SOC224 3.6 Lab 6: Constructing and testing an index (Cronbach Alpha)

Summary

If you are analysing a survey, chances are you have many different questions which test for the same underlying theoretical concept.

When you have this situation, often the best thing to do is to construct an index.

There are generally three stages to constructing an index:

  1. Normalization getting all variables onto the same scale (generally done with normalization);
  2. Checking internal consistency checking that scales are all moving together in a reliable fashion (generally done by measuring the Cronbach Alpha and making sure it is > 0.6);
  3. Summing the variables adding together all the variables into a new variable: the index.

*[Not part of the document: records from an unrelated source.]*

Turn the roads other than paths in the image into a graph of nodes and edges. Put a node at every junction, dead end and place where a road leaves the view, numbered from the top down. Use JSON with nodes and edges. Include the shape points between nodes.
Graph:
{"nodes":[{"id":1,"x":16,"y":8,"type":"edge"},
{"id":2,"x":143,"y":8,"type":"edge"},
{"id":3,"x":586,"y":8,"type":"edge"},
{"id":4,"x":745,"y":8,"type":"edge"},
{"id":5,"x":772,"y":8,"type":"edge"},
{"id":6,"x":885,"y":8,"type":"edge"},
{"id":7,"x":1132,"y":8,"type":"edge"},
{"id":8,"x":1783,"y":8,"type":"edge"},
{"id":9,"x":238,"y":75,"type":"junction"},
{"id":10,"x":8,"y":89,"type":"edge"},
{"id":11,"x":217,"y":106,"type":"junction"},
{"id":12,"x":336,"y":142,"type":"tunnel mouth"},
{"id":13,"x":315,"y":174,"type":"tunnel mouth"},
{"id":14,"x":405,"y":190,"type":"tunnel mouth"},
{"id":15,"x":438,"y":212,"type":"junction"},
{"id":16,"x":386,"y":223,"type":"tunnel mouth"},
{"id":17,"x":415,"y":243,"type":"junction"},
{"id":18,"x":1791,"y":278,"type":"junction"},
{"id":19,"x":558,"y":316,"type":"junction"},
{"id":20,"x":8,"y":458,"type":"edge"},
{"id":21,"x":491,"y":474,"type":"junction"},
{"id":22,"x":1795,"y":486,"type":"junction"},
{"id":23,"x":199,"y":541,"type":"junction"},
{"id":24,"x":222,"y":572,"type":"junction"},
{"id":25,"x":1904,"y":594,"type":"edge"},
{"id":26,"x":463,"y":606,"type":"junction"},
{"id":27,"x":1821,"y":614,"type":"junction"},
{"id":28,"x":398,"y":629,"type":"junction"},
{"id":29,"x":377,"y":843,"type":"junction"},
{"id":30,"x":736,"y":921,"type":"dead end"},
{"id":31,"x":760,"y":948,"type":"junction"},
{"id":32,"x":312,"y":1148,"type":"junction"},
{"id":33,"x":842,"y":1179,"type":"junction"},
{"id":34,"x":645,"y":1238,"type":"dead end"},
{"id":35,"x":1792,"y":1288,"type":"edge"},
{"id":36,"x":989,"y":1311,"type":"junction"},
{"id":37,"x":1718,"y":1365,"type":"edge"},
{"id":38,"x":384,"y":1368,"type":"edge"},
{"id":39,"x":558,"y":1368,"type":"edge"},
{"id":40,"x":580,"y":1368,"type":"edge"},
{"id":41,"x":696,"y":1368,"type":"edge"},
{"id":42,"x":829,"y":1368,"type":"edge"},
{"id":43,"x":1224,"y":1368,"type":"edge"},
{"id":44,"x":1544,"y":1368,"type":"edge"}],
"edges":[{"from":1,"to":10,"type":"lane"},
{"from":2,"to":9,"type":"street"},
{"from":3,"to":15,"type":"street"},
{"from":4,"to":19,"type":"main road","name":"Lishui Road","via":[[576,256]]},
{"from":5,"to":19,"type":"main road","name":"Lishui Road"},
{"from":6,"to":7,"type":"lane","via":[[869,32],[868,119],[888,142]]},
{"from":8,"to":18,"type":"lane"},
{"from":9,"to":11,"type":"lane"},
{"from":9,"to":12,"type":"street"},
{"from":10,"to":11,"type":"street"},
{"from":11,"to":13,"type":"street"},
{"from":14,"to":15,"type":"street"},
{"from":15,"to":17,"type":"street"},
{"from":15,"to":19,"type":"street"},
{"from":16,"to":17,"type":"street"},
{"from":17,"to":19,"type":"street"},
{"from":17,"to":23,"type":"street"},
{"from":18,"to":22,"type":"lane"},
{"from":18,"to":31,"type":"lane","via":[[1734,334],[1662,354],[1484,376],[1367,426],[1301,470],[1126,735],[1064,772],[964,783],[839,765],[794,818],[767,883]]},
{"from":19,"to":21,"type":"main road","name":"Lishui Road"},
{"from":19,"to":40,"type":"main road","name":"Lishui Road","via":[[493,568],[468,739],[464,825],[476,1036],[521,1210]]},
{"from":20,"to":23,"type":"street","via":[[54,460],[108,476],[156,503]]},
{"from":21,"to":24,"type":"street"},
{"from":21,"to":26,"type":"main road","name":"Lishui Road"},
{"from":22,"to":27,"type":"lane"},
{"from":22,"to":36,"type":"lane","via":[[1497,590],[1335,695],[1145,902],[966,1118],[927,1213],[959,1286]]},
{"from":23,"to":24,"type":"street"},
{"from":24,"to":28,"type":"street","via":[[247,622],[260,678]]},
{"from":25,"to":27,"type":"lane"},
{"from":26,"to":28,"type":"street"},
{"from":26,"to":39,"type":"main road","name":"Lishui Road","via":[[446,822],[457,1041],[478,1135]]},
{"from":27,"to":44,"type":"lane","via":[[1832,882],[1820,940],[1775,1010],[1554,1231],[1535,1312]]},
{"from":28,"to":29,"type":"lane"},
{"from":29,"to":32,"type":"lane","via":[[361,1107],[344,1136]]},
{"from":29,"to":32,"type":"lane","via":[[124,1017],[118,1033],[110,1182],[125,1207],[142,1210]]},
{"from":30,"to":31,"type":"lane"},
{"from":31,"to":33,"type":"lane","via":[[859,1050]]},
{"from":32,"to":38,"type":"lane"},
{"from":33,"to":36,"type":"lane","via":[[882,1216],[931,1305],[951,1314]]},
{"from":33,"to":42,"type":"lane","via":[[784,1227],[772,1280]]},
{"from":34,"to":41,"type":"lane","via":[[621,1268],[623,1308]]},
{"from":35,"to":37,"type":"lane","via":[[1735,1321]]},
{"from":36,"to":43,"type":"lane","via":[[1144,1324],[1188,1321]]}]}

Note that you can skip step 1 if your variables are all measured on the same scale (e.g. they are five answers to five point Likert scale).

Step 1: Getting all variables into the same scale (normalization).

If our variables aren’t measured on the same scale, then the easiest thing to do is to normalize the variables.

  1. Get the descriptive statistics for your variables: Analyse>Descriptive Statistics>Descriptives

  1. Write down the mean and standard deviation for each variable.

  2. Go to Transform>Compute Variable

  1. In the dialogue box that comes up, type in a new target variable (in this case v16_normalized), and the normalizing equation:

\[A^{normalised}_i = (A_i - A_{Mean})/A_{St Dev}\]

Press OK

A new variable will have been created. Take a look and make sure it looks like it has a mean of 0.

  1. Repeat this process of normalisation with your other variables.

Step 2: Checking that the variables move together reliably (Checking the Cronbach Alpha)

  1. Analyze > Scale > Reliability Analysis

  1. Move the new normalized variables to the right side. Then click OK.

  1. Read the Cronbach’s Alpha from the output screen.

How to read this output? The normal cut off for most indexes is 0.6, though it is always better if it is higher than this.

You can see in our case, the reliability is a bit too low. We probably want to NOT construction an index, but instead treat these as two separate variables.

  1. If you are interested, at this stage you can check to see how much the normalization improved the Cronbach’s Alpha by running the same test on your original variables (in our case v16 and v17)

You can see that the Cronbach’s Alpha for our original variables was only 0.368

Step 3: Create the index

  1. You now create the index by going back to Compute Variable:

  1. Create a new variable called ‘index###’ by summing the normalized variables.